Abstract: Objective To investigate the therapeutic effects of hemin, an inducer of heme oxygenase, in a rat model of gestational
hypertension and explore the possible mechanism. Methods Eighteen pregnant SD rats at day 12 of gestation were
randomized equally into gestational hypertension model group, hemin treatment group, and normal pregnancy (control)

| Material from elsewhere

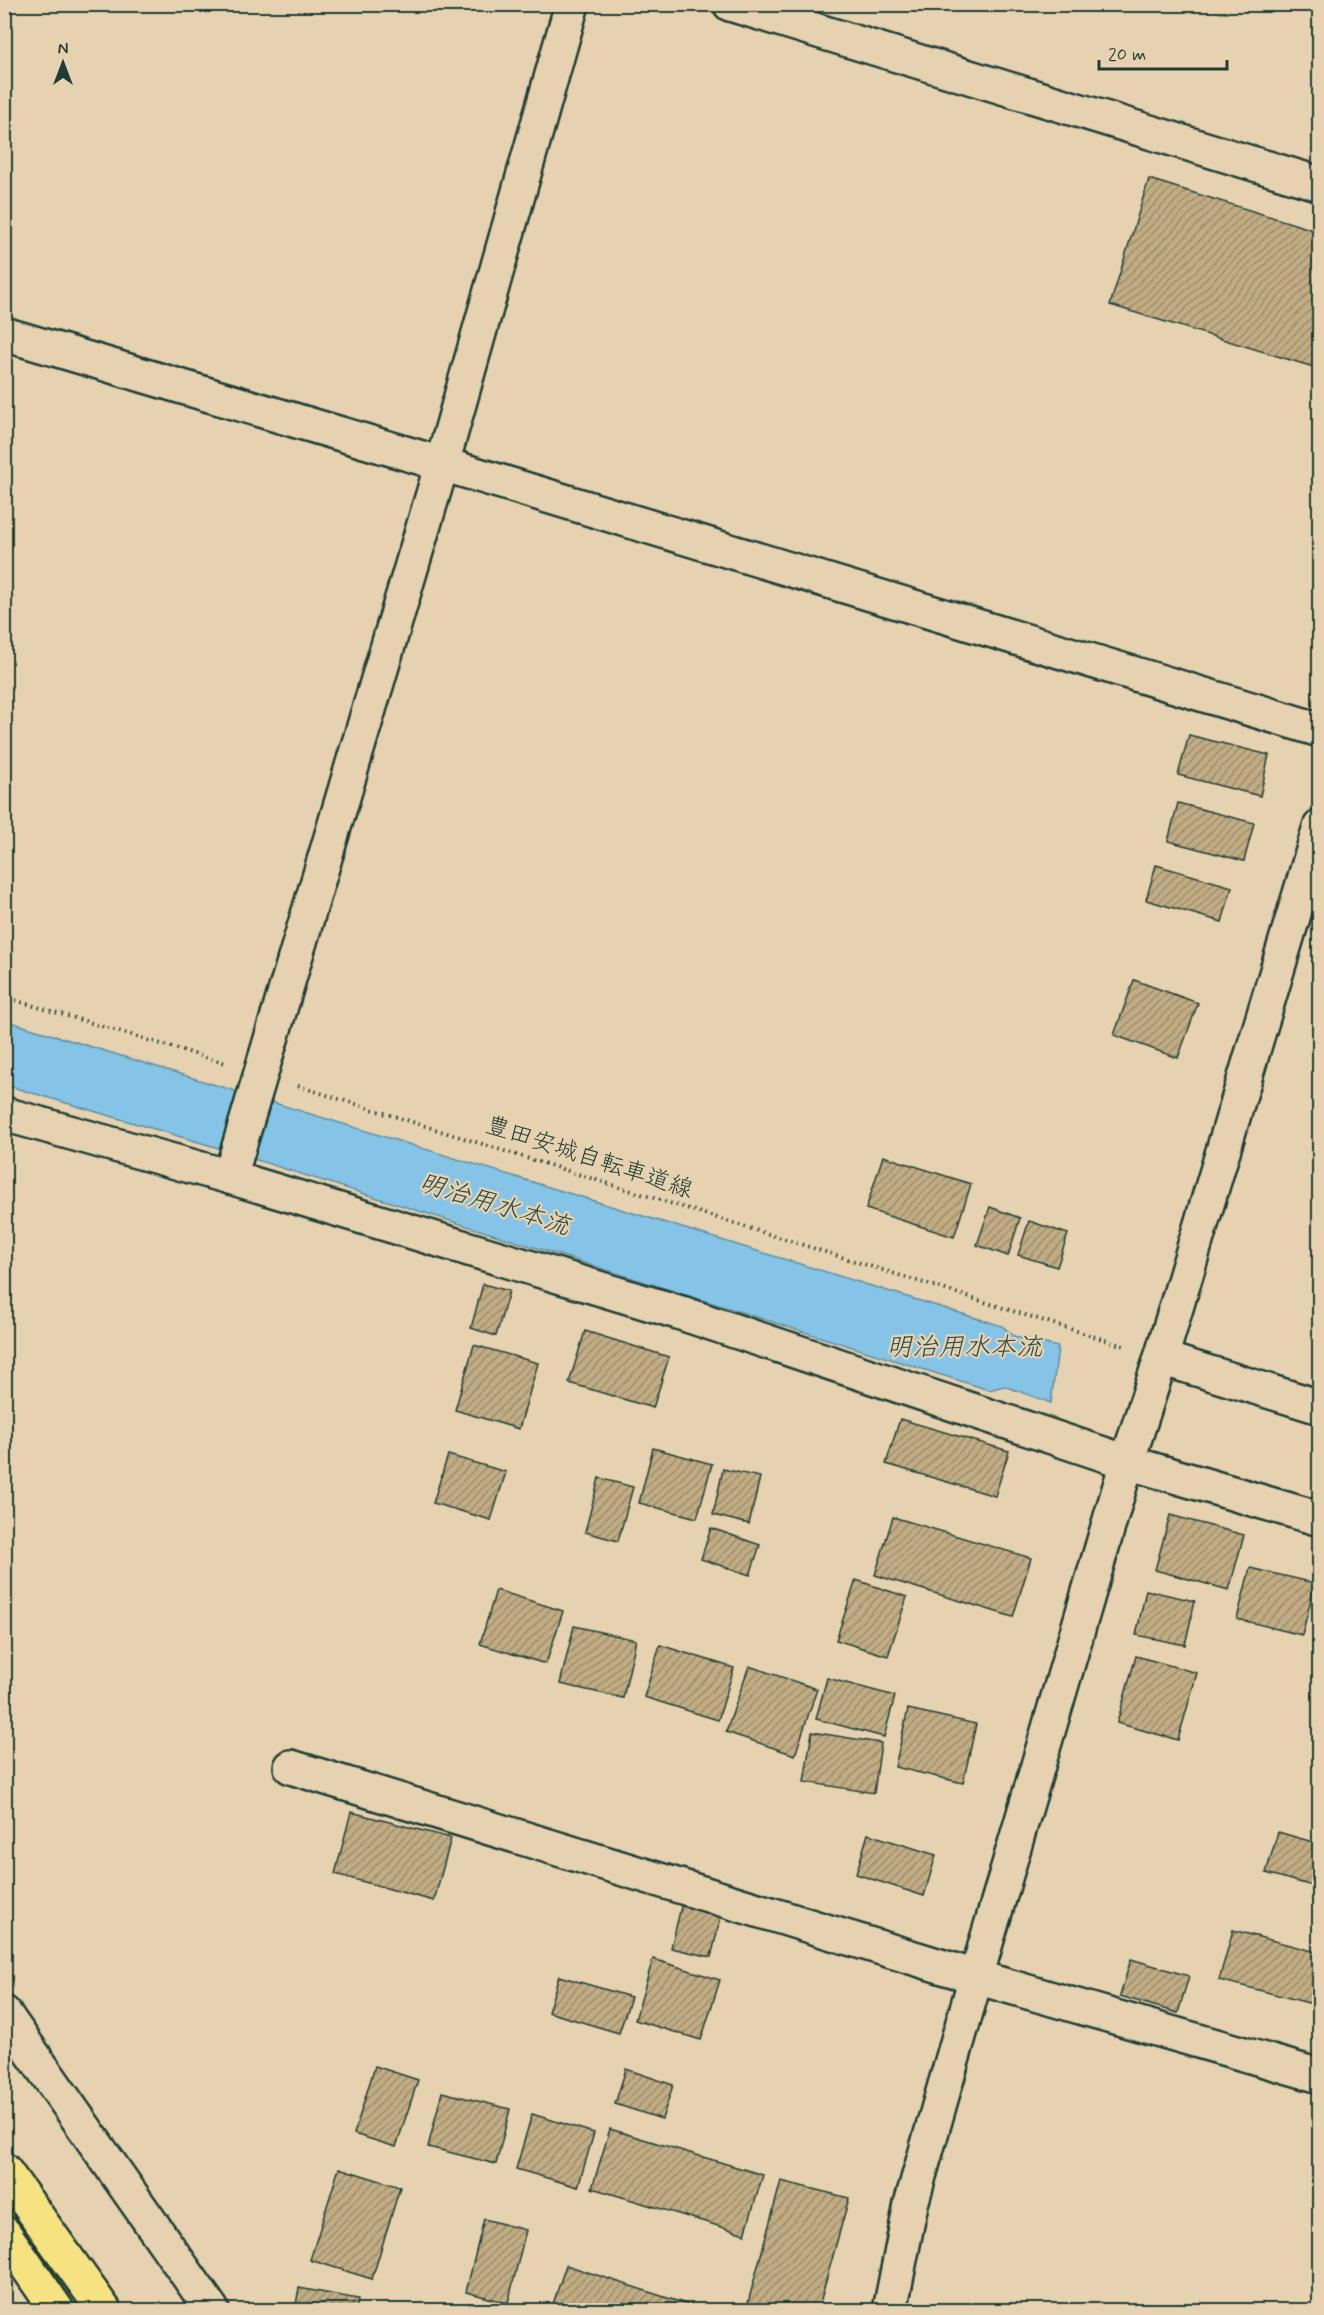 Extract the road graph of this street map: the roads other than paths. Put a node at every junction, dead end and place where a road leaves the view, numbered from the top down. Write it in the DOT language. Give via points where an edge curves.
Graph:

group. In the former two groups, the rats were subjected to daily nitro-L-arginine methyl ester (L-NAME, 80 mg/kg) gavage
since gestational day 14 for 7 consecutive days to induce gestational hypertension; saline was administered in the same
manner in the control rats. The rats in hemin group received daily intraperitoneal injection of hemin (30 mg/kg) starting from
gestational day 16. HO activity and carboxyhemoglobin (COHb) level in rat placental tissue were detected with
spectrophotometric method, and soluble vascular endothelial growth factor receptor-1 (sFIt-1) and vascular endothelial growth
factor (VEGF) level in the placental tissue homogenate supernatant were detected using ELSIA. Results At gestational day 20,
the blood pressure and 24-h urinary protein were significantly higher in the model group than in the other two groups (P<
0.05), and were higher in hemin group than in the control group (P<0.05); HO activity and COHb content in the placenta tissue
were the lowest in the model group (P<0.05), and was lower in hemin group than in the control group (P<0.05). The level of
sFIt-1 was significantly higher and VEGF level significantly lower in the model group than in the other two groups (P<0.05);
sFIt-1 level remained higher and VEGF lower in hemin group than in the control group (P<0.05). Conclusion Hemin can
reduce blood pressure and urinary protein in rats with gestational hypertension possibly by up-regulating HO activity,
enhancing carbon monoxide production, reducing sFIt-1 and increasing VEGF in the placental tissue.